Thermal imagers make pictures from heat, not visible light. Heat (also called infrared or thermal energy) and light are both parts of the electromagnetic spectrum, but a camera that can detect visible light won’t see thermal energy, and vice versa. Thermal cameras capture infrared energy and use the data to create images through digital or analog video outputs. 

Inside the Camera

A thermal camera is made up of a lens, a thermal sensor, processing electronics, and a mechanical housing. The lens focuses infrared energy onto the sensor. The sensor can come in a variety of pixel configurations from 80 × 60 to 1280 × 1024 pixels or more. This is the resolution of the camera.

 These resolutions are low in comparison to visible light imagers because thermal detectors need to sense energy that has much larger wavelengths than visible light, requiring each sensor element to be significantly larger. As a result, a thermal camera usually has much lower resolution (fewer pixels) than visible sensors of the same mechanical size.

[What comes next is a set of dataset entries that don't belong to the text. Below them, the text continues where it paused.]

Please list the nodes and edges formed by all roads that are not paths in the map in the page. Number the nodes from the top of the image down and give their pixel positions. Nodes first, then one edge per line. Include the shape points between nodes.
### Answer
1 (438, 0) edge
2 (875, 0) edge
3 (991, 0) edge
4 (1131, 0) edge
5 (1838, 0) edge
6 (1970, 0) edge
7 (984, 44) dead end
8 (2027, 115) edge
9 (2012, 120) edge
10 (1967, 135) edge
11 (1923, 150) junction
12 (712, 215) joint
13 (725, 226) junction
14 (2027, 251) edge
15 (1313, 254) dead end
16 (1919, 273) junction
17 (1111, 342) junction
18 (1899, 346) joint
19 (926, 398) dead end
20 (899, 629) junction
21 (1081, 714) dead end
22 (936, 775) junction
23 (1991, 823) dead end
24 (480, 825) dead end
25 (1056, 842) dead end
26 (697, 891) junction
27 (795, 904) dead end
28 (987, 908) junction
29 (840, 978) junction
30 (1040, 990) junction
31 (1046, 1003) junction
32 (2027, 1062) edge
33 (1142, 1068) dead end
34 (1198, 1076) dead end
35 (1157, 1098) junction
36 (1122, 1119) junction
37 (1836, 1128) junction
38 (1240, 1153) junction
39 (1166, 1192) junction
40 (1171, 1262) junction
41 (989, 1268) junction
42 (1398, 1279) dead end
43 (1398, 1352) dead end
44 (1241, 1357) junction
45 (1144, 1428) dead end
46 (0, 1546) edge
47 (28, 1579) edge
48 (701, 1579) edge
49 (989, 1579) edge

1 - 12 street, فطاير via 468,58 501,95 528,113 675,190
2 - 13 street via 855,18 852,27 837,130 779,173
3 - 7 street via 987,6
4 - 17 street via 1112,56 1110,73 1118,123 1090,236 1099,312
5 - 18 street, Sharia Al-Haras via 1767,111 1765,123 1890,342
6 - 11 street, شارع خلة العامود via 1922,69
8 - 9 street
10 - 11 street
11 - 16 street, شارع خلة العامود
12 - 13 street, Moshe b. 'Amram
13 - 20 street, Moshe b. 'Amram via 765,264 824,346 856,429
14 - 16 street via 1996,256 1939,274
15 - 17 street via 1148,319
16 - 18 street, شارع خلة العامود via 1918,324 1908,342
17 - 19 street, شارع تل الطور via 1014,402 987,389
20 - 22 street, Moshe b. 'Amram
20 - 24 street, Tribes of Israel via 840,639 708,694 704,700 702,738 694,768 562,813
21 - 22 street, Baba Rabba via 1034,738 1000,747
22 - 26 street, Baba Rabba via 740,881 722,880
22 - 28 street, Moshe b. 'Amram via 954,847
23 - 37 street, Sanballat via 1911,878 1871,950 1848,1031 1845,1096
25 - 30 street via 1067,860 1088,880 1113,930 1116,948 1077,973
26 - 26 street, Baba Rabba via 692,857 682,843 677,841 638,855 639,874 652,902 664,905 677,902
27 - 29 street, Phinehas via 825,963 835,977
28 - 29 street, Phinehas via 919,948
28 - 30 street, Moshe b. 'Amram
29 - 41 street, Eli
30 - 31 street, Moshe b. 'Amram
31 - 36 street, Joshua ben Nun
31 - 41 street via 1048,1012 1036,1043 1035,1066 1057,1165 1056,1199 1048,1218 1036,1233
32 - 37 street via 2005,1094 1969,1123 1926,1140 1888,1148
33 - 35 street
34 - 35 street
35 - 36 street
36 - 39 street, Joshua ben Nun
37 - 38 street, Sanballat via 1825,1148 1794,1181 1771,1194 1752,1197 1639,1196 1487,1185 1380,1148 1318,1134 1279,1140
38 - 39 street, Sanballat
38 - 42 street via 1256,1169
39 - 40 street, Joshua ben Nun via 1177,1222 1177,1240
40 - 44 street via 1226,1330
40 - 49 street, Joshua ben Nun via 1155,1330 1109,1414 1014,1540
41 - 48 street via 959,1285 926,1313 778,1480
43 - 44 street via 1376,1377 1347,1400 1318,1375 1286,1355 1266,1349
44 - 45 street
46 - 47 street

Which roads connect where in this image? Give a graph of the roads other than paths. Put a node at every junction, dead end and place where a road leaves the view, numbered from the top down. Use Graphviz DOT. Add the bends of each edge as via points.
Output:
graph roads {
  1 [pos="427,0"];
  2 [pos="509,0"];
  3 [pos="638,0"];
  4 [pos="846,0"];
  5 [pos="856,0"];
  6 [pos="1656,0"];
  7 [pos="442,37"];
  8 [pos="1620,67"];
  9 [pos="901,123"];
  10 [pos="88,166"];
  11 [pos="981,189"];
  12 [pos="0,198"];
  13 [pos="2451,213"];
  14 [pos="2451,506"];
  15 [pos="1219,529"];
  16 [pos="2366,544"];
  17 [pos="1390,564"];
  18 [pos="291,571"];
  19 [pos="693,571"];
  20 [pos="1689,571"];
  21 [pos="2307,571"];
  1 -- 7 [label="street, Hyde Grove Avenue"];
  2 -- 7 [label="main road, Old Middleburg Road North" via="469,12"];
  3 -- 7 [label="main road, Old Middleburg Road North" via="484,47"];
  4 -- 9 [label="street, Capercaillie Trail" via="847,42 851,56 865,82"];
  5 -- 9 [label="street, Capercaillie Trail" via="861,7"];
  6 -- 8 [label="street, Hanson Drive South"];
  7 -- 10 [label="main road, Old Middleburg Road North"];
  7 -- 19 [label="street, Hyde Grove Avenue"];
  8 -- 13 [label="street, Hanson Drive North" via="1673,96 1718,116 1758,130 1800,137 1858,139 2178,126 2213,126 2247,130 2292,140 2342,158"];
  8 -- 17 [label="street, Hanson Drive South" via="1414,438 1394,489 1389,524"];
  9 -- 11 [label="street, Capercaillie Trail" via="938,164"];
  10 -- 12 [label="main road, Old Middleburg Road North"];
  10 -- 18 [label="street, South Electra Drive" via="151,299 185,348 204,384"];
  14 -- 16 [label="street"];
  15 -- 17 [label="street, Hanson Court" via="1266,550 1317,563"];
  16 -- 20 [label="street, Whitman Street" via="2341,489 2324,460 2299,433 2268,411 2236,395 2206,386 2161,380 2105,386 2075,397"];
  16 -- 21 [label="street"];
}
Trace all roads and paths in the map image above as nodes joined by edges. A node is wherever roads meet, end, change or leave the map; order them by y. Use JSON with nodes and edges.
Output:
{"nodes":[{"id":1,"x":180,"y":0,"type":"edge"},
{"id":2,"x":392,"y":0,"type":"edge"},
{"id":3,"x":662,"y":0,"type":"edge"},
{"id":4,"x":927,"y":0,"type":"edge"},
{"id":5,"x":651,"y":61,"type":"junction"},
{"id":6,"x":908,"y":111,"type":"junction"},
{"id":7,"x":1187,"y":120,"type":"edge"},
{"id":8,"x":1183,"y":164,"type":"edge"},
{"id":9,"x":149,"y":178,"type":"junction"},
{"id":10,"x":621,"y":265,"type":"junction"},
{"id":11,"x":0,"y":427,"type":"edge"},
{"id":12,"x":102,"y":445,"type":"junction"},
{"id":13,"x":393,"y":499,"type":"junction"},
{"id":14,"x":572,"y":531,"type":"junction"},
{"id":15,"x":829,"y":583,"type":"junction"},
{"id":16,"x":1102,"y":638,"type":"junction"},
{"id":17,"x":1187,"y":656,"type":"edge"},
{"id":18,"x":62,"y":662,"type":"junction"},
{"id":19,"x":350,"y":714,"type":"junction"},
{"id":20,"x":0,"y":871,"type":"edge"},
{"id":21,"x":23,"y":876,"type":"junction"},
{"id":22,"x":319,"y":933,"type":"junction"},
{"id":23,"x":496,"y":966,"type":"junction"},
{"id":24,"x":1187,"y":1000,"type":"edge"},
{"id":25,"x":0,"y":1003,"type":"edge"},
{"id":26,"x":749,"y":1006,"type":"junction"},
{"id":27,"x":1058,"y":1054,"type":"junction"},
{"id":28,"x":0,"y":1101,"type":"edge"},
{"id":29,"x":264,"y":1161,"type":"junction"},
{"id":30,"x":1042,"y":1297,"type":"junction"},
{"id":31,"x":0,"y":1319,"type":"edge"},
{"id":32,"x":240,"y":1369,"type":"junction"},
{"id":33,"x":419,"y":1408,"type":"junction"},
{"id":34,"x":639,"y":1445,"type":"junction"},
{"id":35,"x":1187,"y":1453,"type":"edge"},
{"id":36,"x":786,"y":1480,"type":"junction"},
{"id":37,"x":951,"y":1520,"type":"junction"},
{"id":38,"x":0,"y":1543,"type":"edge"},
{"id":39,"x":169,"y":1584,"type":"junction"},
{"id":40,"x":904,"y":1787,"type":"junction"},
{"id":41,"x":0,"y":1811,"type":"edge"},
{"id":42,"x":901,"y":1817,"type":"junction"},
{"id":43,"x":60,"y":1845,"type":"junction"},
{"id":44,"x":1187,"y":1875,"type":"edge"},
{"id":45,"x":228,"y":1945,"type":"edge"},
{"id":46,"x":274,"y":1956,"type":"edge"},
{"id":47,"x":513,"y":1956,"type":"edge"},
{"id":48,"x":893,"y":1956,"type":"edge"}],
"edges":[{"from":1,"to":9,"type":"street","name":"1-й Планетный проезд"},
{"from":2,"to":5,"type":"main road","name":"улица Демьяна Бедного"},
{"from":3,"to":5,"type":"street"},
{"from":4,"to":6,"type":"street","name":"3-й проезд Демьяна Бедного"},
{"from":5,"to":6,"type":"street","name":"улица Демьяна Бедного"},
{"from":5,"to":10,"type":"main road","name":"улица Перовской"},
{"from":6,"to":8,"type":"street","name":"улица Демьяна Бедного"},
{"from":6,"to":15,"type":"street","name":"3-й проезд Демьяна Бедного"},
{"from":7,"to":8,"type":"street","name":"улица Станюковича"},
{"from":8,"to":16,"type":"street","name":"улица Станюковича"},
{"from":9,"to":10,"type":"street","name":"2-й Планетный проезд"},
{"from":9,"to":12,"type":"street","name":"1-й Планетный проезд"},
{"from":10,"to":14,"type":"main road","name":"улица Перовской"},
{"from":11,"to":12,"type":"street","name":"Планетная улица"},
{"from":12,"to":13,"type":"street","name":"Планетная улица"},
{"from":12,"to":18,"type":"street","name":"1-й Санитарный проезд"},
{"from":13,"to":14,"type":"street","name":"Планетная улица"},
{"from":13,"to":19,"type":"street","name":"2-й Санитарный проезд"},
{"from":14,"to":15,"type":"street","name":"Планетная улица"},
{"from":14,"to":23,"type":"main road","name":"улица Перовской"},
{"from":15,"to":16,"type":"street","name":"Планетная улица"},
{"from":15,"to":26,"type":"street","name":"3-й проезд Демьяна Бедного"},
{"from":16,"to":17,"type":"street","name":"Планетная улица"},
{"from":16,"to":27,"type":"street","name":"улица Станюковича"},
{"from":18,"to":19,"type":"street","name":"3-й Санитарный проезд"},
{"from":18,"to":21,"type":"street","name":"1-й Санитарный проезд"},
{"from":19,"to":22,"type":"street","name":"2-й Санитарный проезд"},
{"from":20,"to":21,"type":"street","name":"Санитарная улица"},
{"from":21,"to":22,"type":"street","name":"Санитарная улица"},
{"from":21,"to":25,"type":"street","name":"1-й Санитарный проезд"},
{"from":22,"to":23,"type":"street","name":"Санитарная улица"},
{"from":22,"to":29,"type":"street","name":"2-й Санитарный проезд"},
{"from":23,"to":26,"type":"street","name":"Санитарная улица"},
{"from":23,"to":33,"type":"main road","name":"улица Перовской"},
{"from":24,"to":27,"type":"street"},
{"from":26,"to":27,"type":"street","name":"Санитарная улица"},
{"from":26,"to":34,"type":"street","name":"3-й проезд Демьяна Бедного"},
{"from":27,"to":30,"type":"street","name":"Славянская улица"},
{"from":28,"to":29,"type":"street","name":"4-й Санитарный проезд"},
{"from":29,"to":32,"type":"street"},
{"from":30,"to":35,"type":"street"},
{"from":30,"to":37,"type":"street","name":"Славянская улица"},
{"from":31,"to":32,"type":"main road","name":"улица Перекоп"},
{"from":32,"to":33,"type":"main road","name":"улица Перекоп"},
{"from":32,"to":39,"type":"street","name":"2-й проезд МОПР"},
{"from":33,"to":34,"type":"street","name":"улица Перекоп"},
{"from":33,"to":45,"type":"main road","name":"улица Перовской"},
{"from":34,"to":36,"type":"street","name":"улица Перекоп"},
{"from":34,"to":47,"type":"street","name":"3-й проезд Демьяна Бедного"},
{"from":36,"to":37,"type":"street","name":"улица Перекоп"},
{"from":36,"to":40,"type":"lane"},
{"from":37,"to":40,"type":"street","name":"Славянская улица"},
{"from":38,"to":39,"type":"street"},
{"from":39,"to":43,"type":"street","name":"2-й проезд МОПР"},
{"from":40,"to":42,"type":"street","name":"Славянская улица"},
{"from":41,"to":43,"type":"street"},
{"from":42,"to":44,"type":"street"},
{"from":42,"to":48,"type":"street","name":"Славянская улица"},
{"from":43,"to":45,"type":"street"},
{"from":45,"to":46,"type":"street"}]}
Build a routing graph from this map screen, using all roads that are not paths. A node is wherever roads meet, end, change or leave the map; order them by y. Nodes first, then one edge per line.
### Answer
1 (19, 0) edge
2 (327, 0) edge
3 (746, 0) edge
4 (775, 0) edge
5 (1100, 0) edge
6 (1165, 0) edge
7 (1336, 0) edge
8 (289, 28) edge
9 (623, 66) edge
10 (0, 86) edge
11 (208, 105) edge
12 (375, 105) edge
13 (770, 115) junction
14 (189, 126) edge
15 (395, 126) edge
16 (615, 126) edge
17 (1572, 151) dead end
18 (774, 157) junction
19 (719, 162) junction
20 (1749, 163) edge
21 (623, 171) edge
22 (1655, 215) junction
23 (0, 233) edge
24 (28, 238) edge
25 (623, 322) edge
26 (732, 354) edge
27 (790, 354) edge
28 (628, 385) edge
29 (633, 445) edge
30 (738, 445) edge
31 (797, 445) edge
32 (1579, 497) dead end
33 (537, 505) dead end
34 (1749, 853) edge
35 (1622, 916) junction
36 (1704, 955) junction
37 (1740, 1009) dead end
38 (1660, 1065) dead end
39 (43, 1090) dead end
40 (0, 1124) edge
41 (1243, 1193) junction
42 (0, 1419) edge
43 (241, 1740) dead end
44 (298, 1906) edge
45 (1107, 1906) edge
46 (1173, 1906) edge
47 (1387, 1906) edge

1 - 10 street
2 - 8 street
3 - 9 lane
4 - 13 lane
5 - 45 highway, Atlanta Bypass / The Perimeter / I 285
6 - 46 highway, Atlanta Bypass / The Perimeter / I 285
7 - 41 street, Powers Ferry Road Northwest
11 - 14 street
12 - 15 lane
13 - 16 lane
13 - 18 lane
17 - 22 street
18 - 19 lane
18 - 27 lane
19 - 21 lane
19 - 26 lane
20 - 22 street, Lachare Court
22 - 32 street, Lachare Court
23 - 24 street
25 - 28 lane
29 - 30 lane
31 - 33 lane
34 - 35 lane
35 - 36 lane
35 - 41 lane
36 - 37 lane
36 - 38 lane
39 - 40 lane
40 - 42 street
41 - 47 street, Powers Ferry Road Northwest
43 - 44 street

- Important specifications to consider when choosing a thermal camera include resolution, range, field of view, focus, thermal sensitivity.

What Are Thermal Cameras Able to Detect?

Heat sensed by an infrared camera can be very precisely measured, allowing for a large variety of applications. A FLIR thermal camera can detect tiny differences in heat—as small as 0.01°C—and display them as shades of grey or with different color palettes.

 Everything we encounter in our day-to-day lives gives off thermal energy—even ice. The hotter something is the more thermal energy it emits. This emitted thermal energy is called a “heat signature.” When two objects next to one another have even subtly different heat signatures, they show up quite clearly to a thermal sensor regardless of lighting conditions. This allows thermal cameras to see in complete darkness or smoke-filled environments.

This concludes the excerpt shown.